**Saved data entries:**
———

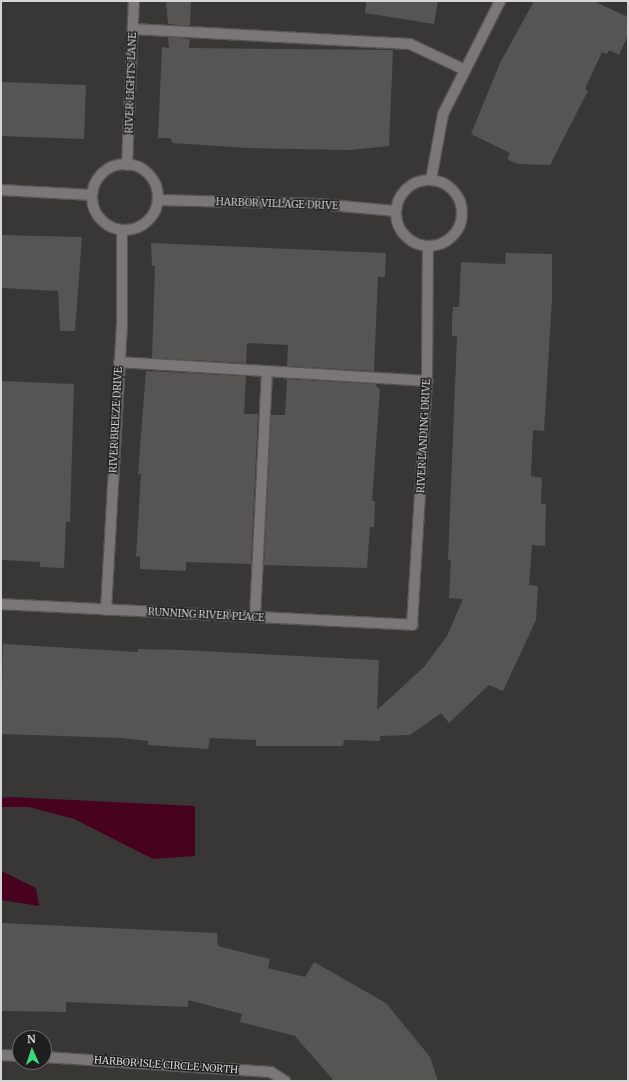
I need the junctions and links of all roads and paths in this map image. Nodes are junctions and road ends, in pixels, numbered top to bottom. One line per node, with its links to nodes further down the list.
1 (134, 1): 3 (street, RIVER LIGHTS LANE)
2 (500, 1): 4 (street)
3 (133, 29): 4 (street); 5 (street, RIVER LIGHTS LANE)
4 (465, 70): 6 (street)
5 (127, 164): 8 (street); 9 (street)
6 (431, 180): 10 (street); 12 (street)
7 (1, 190): 8 (street)
8 (92, 195): 11 (street)
9 (158, 200): 10 (street, HARBOR VILLAGE DRIVE); 11 (street)
10 (396, 211): 12 (street)
11 (122, 230): 13 (street, RIVER BREEZE DRIVE)
12 (428, 246): 15 (street, RIVER LANDING DRIVE)
13 (119, 362): 14 (street); 17 (street, RIVER BREEZE DRIVE)
14 (267, 372): 15 (street); 18 (street)
15 (427, 381): 19 (street, RIVER LANDING DRIVE)
16 (1, 604): 17 (street, RUNNING RIVER PLACE)
17 (106, 610): 18 (street, RUNNING RIVER PLACE)
18 (256, 617): 19 (street, RUNNING RIVER PLACE)
19 (412, 625)
20 (1, 1055): 21 (street)
21 (12, 1056)
22 (52, 1058): 23 (street, HARBOR ISLE CIRCLE NORTH)
23 (285, 1081)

———

**PROBLEM TO SOLVE:** Could the entries above be returned verbatim, with no pictures included?

**WRITTEN ANSWER:**
I need the junctions and links of all roads and paths in this map image. Nodes are junctions and road ends, in pixels, numbered top to bottom. One line per node, with its links to nodes further down the list.
1 (134, 1): 3 (street, RIVER LIGHTS LANE)
2 (500, 1): 4 (street)
3 (133, 29): 4 (street); 5 (street, RIVER LIGHTS LANE)
4 (465, 70): 6 (street)
5 (127, 164): 8 (street); 9 (street)
6 (431, 180): 10 (street); 12 (street)
7 (1, 190): 8 (street)
8 (92, 195): 11 (street)
9 (158, 200): 10 (street, HARBOR VILLAGE DRIVE); 11 (street)
10 (396, 211): 12 (street)
11 (122, 230): 13 (street, RIVER BREEZE DRIVE)
12 (428, 246): 15 (street, RIVER LANDING DRIVE)
13 (119, 362): 14 (street); 17 (street, RIVER BREEZE DRIVE)
14 (267, 372): 15 (street); 18 (street)
15 (427, 381): 19 (street, RIVER LANDING DRIVE)
16 (1, 604): 17 (street, RUNNING RIVER PLACE)
17 (106, 610): 18 (street, RUNNING RIVER PLACE)
18 (256, 617): 19 (street, RUNNING RIVER PLACE)
19 (412, 625)
20 (1, 1055): 21 (street)
21 (12, 1056)
22 (52, 1058): 23 (street, HARBOR ISLE CIRCLE NORTH)
23 (285, 1081)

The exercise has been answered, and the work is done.